* Activity: Leave out every picture, then transcribe the rest of the listing exactly.
^^^^^^^^^^^^^^^^
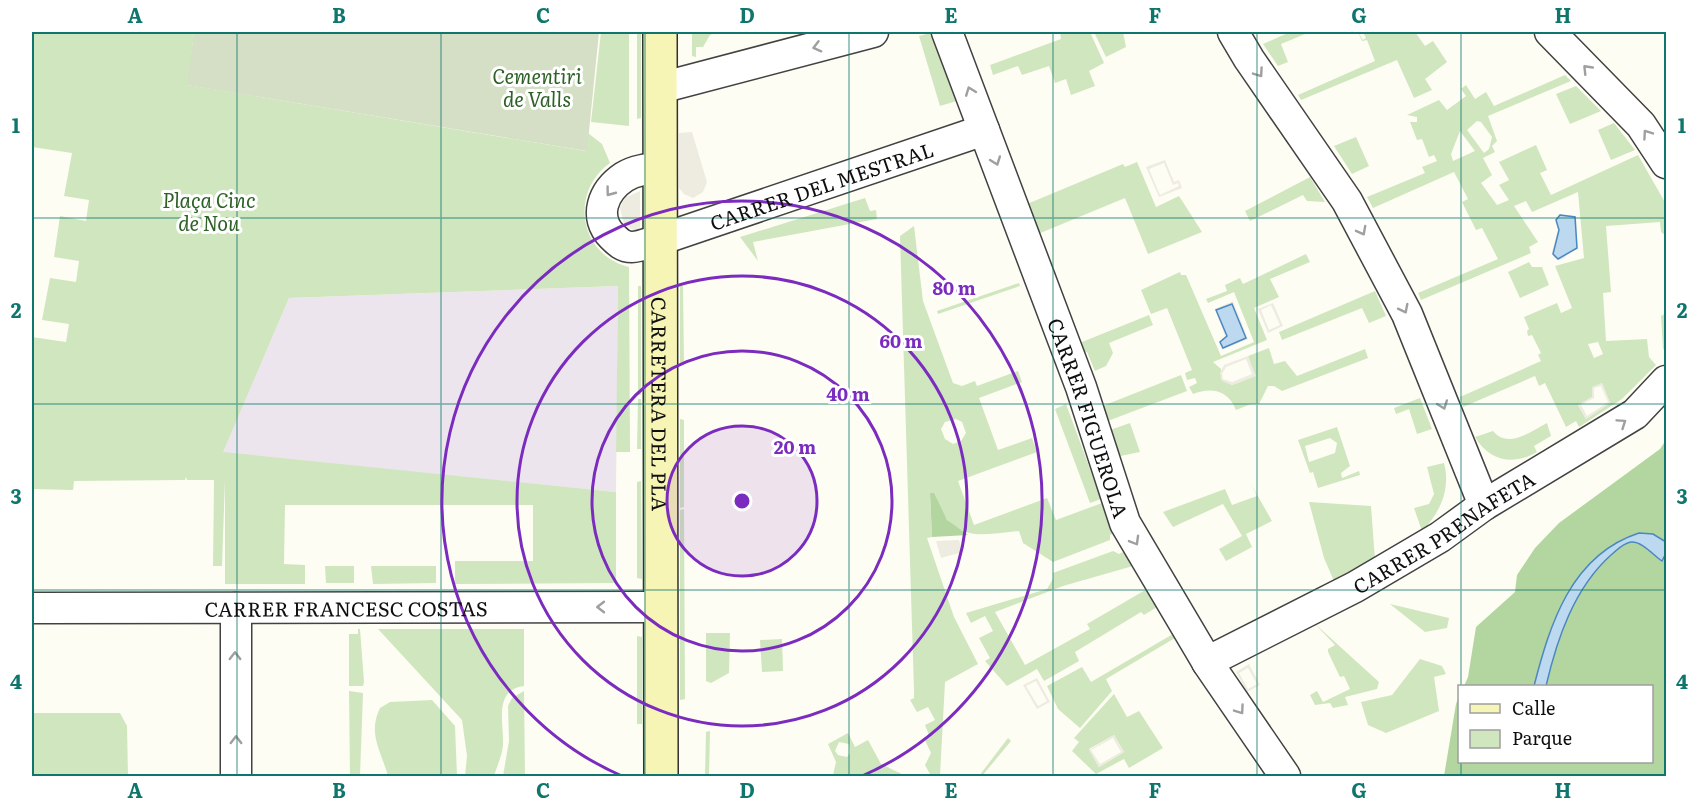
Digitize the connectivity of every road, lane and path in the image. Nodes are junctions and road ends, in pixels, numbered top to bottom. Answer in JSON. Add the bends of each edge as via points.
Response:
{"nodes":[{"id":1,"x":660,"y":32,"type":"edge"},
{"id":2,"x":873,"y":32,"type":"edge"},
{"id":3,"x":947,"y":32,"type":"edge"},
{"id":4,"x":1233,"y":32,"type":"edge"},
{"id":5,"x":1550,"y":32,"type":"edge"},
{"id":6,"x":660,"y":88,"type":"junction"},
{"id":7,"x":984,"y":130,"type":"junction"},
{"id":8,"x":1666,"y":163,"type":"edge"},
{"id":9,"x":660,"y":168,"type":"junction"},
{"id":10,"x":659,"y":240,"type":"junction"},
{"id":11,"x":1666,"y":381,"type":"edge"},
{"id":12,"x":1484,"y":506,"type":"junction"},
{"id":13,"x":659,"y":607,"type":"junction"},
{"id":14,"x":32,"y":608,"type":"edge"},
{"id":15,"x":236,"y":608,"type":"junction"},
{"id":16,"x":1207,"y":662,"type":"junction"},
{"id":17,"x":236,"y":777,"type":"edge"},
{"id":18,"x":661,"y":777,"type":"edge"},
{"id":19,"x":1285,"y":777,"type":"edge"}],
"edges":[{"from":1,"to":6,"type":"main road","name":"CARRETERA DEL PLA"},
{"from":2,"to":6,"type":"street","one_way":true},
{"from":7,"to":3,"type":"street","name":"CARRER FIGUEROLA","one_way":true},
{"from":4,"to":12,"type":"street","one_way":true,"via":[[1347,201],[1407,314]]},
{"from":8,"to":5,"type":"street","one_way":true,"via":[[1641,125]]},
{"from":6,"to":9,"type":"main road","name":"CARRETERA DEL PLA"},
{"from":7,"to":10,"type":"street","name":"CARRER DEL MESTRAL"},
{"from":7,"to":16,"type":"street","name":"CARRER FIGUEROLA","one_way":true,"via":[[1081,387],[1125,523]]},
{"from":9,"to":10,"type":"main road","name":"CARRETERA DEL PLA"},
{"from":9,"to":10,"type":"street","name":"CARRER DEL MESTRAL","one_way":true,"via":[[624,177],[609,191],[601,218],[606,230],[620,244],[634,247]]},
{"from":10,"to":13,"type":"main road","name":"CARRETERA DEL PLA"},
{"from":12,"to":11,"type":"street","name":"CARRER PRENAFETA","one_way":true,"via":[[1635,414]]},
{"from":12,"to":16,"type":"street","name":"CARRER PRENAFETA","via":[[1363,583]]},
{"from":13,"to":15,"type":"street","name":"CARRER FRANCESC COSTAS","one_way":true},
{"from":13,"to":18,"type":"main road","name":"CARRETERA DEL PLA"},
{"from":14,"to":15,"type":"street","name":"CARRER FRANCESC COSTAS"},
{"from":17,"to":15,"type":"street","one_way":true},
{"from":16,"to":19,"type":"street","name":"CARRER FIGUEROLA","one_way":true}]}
^^^^^^^^^^^^^^^^
* Response:
Digitize the connectivity of every road, lane and path in the image. Nodes are junctions and road ends, in pixels, numbered top to bottom. Answer in JSON. Add the bends of each edge as via points.
Response:
{"nodes":[{"id":1,"x":660,"y":32,"type":"edge"},
{"id":2,"x":873,"y":32,"type":"edge"},
{"id":3,"x":947,"y":32,"type":"edge"},
{"id":4,"x":1233,"y":32,"type":"edge"},
{"id":5,"x":1550,"y":32,"type":"edge"},
{"id":6,"x":660,"y":88,"type":"junction"},
{"id":7,"x":984,"y":130,"type":"junction"},
{"id":8,"x":1666,"y":163,"type":"edge"},
{"id":9,"x":660,"y":168,"type":"junction"},
{"id":10,"x":659,"y":240,"type":"junction"},
{"id":11,"x":1666,"y":381,"type":"edge"},
{"id":12,"x":1484,"y":506,"type":"junction"},
{"id":13,"x":659,"y":607,"type":"junction"},
{"id":14,"x":32,"y":608,"type":"edge"},
{"id":15,"x":236,"y":608,"type":"junction"},
{"id":16,"x":1207,"y":662,"type":"junction"},
{"id":17,"x":236,"y":777,"type":"edge"},
{"id":18,"x":661,"y":777,"type":"edge"},
{"id":19,"x":1285,"y":777,"type":"edge"}],
"edges":[{"from":1,"to":6,"type":"main road","name":"CARRETERA DEL PLA"},
{"from":2,"to":6,"type":"street","one_way":true},
{"from":7,"to":3,"type":"street","name":"CARRER FIGUEROLA","one_way":true},
{"from":4,"to":12,"type":"street","one_way":true,"via":[[1347,201],[1407,314]]},
{"from":8,"to":5,"type":"street","one_way":true,"via":[[1641,125]]},
{"from":6,"to":9,"type":"main road","name":"CARRETERA DEL PLA"},
{"from":7,"to":10,"type":"street","name":"CARRER DEL MESTRAL"},
{"from":7,"to":16,"type":"street","name":"CARRER FIGUEROLA","one_way":true,"via":[[1081,387],[1125,523]]},
{"from":9,"to":10,"type":"main road","name":"CARRETERA DEL PLA"},
{"from":9,"to":10,"type":"street","name":"CARRER DEL MESTRAL","one_way":true,"via":[[624,177],[609,191],[601,218],[606,230],[620,244],[634,247]]},
{"from":10,"to":13,"type":"main road","name":"CARRETERA DEL PLA"},
{"from":12,"to":11,"type":"street","name":"CARRER PRENAFETA","one_way":true,"via":[[1635,414]]},
{"from":12,"to":16,"type":"street","name":"CARRER PRENAFETA","via":[[1363,583]]},
{"from":13,"to":15,"type":"street","name":"CARRER FRANCESC COSTAS","one_way":true},
{"from":13,"to":18,"type":"main road","name":"CARRETERA DEL PLA"},
{"from":14,"to":15,"type":"street","name":"CARRER FRANCESC COSTAS"},
{"from":17,"to":15,"type":"street","one_way":true},
{"from":16,"to":19,"type":"street","name":"CARRER FIGUEROLA","one_way":true}]}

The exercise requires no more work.